DATES: This rule is effective June 23, 2004. Under the final rule, a
PMA or a notice of completion of a PDP is required to be filed on or
before September 21, 2004, for any indwelling blood oxyhemoglobin
concentration analyzer, cardiopulmonary bypass pulsatile flow
generator, or ocular plethysmograph that was in commercial
[[Page 34918]]
distribution before May 28, 1976, or that has been found by FDA to be
substantially equivalent to such a device on or before September 21,
2004.
FOR FURTHER INFORMATION CONTACT: Joseph M. Sheehan, Center for Devices
and Radiological Health (HFZ-215), Food and Drug Administration, 9200
Corporate Blvd., Rockville, MD 20850, 301-827-2974.
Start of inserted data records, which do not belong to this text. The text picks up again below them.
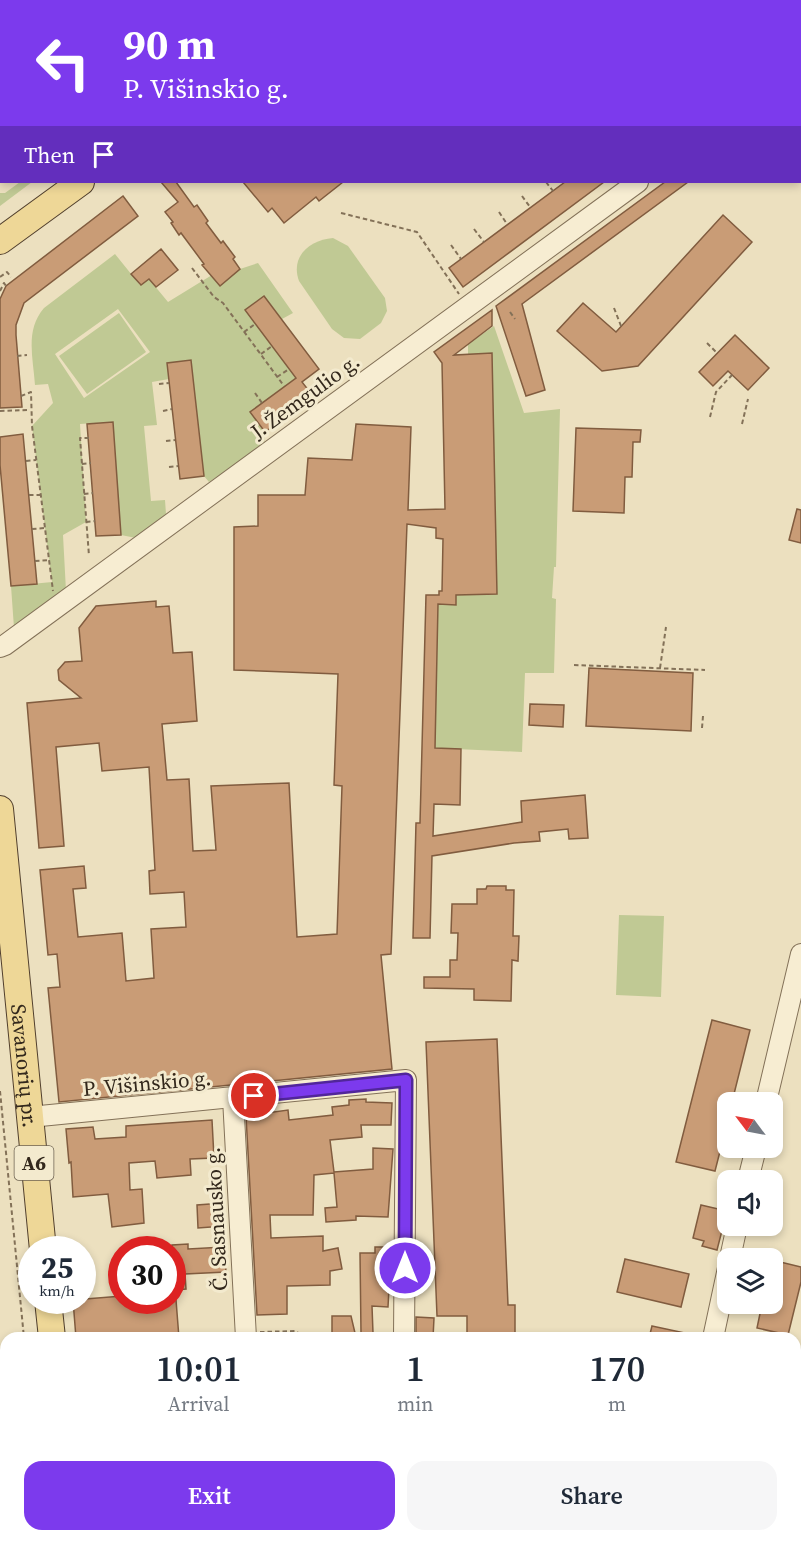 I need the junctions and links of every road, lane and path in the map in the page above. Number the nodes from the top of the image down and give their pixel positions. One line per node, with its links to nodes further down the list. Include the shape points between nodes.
1 (80, 183): 11 (main road)
2 (547, 183): 4 (path)
3 (627, 185): 20 (street, J. Žemgulio g.)
4 (553, 191)
5 (522, 196): 6 (path)
6 (530, 207)
7 (499, 212): 9 (path)
8 (341, 213): 20 (path, via 417,232)
9 (507, 225)
10 (474, 229): 12 (path)
11 (0, 242)
12 (484, 242)
13 (451, 245): 14 (path)
14 (461, 259)
15 (192, 268): 26 (path)
16 (0, 277): 17 (path, via 7,272)
17 (11, 277)
18 (6, 286): 19 (path, via 4,283)
19 (0, 291)
20 (467, 306): 69 (street, J. Žemgulio g.)
21 (614, 308): 25 (path)
22 (510, 312): 23 (path)
23 (515, 319)
24 (255, 324): 26 (path)
25 (621, 326)
26 (244, 332): 30 (path)
27 (707, 343): 29 (path)
28 (272, 346): 30 (path)
29 (717, 353)
30 (261, 354): 35 (path)
31 (27, 355): 32 (path)
32 (17, 356)
33 (289, 369): 35 (path)
34 (732, 375): 47 (path, via 716,392)
35 (277, 377): 38 (path)
36 (169, 383): 37 (path)
37 (159, 384)
38 (284, 386)
39 (255, 393): 42 (path)
40 (21, 396): 43 (path, via 31,392)
41 (748, 399): 48 (path)
42 (262, 403)
43 (31, 410): 45 (path); 52 (path)
44 (172, 410): 46 (path)
45 (0, 411)
46 (163, 411)
47 (710, 417)
48 (742, 424)
49 (89, 438): 55 (path, via 80,438)
50 (175, 440): 51 (path)
51 (166, 441)
52 (36, 460): 53 (path); 61 (path)
53 (26, 461)
54 (91, 463): 55 (path)
55 (82, 464): 59 (path)
56 (178, 466): 57 (path)
57 (169, 467)
58 (93, 493): 59 (path)
59 (84, 494): 63 (path)
60 (29, 495): 61 (path)
61 (40, 495): 64 (path)
62 (95, 521): 63 (path)
63 (86, 522): 66 (path)
64 (45, 528): 65 (path); 67 (path)
65 (32, 529)
66 (89, 555)
67 (49, 560): 68 (path); 69 (path)
68 (35, 561)
69 (55, 609): 71 (street, J. Žemgulio g.)
70 (666, 627): 73 (path)
71 (0, 647)
72 (574, 665): 73 (path)
73 (660, 668): 74 (path)
74 (705, 670)
75 (703, 716): 76 (path)
76 (702, 728)
77 (0, 809): 78 (main road, Savanorių pr. / A6)
78 (7, 948): 83 (main road, Savanorių pr. / A6)
79 (801, 954): 81 (street)
80 (0, 1091): 87 (path)
81 (768, 1092)
82 (233, 1098): 83 (street, P. Višinskio g.); 89 (street, Č. Sasnausko g.); 90 (street, P. Višinskio g., via 406,1080)
83 (30, 1118): 84 (main road, Savanorių pr. / A6)
84 (42, 1236)
85 (49, 1314): 88 (main road)
86 (718, 1314): 91 (street)
87 (23, 1332)
88 (51, 1332)
89 (246, 1332)
90 (404, 1332)
91 (714, 1332) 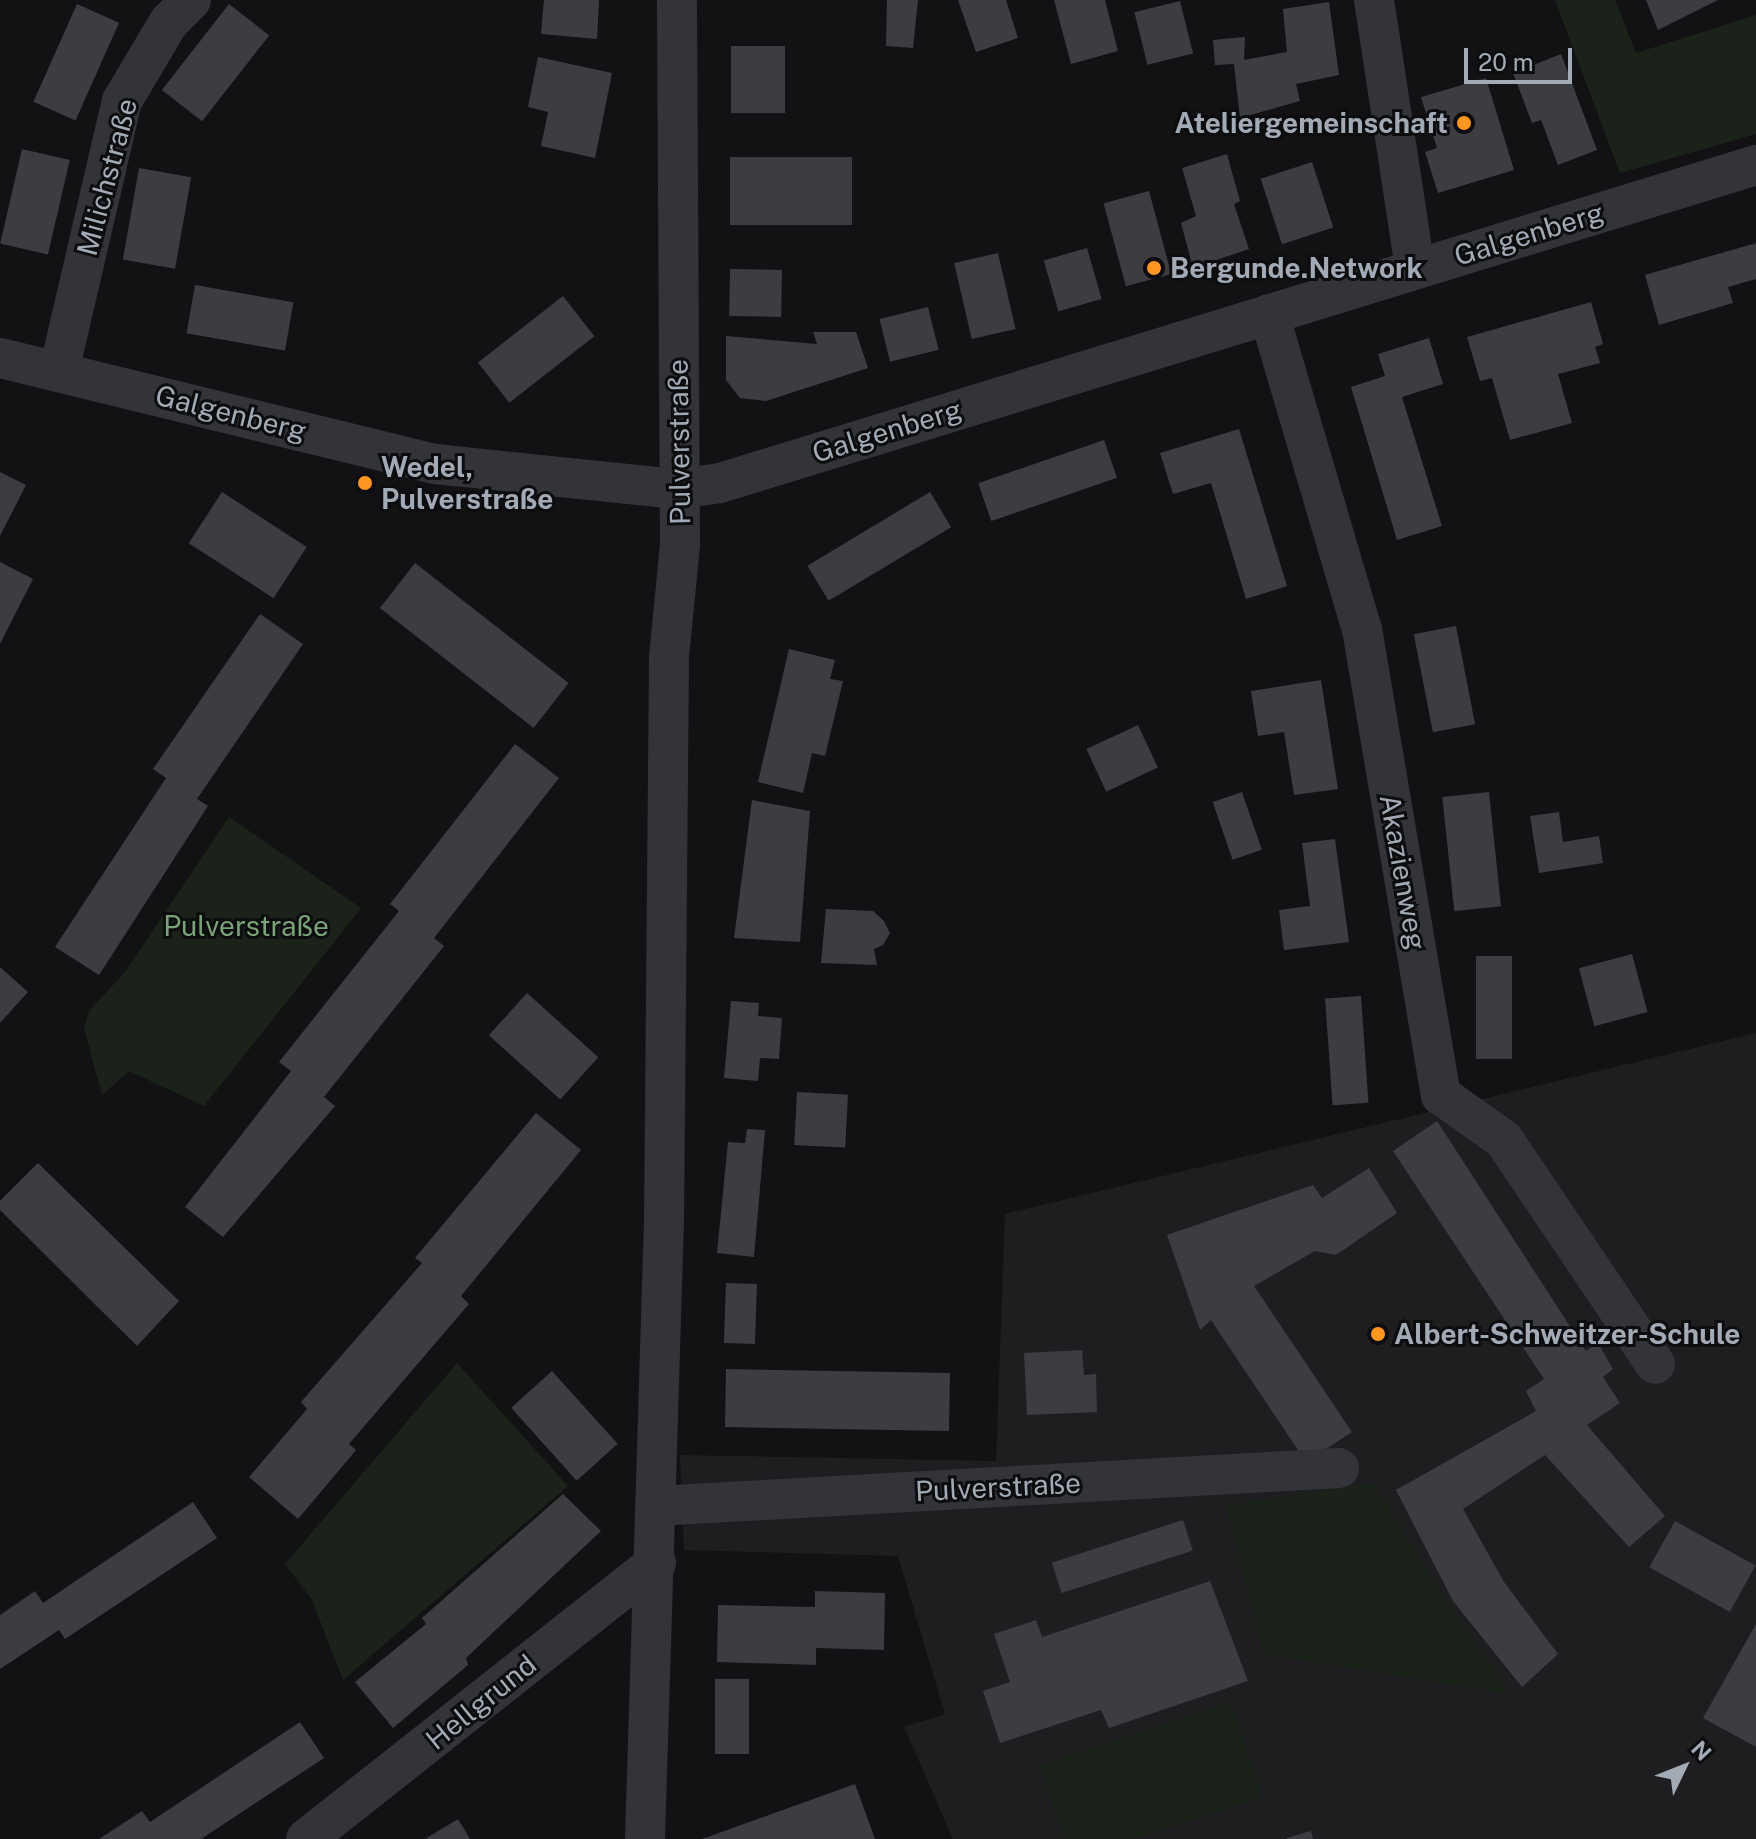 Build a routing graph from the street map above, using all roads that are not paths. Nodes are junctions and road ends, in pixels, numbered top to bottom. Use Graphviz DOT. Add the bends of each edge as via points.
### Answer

SUPPLEMENTARY INFORMATION:
I. Background--Regulatory Authorities
The Federal Food, Drug, and Cosmetic Act (the act), as amended by
the Medical Device Amendments of 1976 (the 1976 amendments) (Public Law
94-295) and the Safe Medical Devices Act of 1990 (the SMDA) (Public Law
101-629), established a comprehensive system for the regulation of
medical devices intended for human use. Section 513 of the act (21
U.S.C. 360c) established three categories (classes) of devices,
depending on the regulatory controls needed to provide reasonable
assurance of their safety and effectiveness. The three categories of
devices are class I (general controls), class II (special controls),
and class III (premarket approval).
Section 515(b)(1) of the act (21 U.S.C. 360e(b)(1)) established the
requirement that a preamendments device that FDA has classified into
class III is subject to premarket approval. A preamendments class III
device may be commercially distributed without an approved PMA or a
notice of completion of a PDP until 90 days after FDA issues a final
rule requiring premarket approval for the device, or 30 months after
final classification of the device under section 513 of the act,
whichever is later. Also, a preamendments device subject to the
rulemaking procedure under section 515(b) of the act is not required to
have an approved investigational device exemption (IDE) (see part 812
(21 CFR part 812)) contemporaneous with its interstate distribution
until the date identified by FDA in the final rule requiring the
submission of a PMA for the device. At that time, an IDE is required
only if a PMA has not been submitted or a PDP completed.
When a rule to require premarket approval for a preamendments
device is finalized, section 501(f)(2)(B) of the act (21 U.S.C.
351(f)(2)(B)) requires that a PMA or notice of completion of a PDP for
any such device be filed within 90 days of the date of issuance of the
final rule or 30 months after the final classification of the device
under section 513 of the act, whichever is later. If a PMA or notice of
completion of a PDP is not filed by the later of the two dates,
commercial distribution of the device is required to cease.
The device may, however, be distributed for investigational use if
the manufacturer, importer, or other sponsor of the device complies
with the IDE regulations. If a PMA or notice of completion of a PDP is
not filed by the later of the two dates, and no IDE is in effect, the
device is deemed to be adulterated within the meaning of section
501(f)(1)(A) of the act, and subject to seizure and condemnation under
section 304 of the act (21 U.S.C. 334) if its distribution continues.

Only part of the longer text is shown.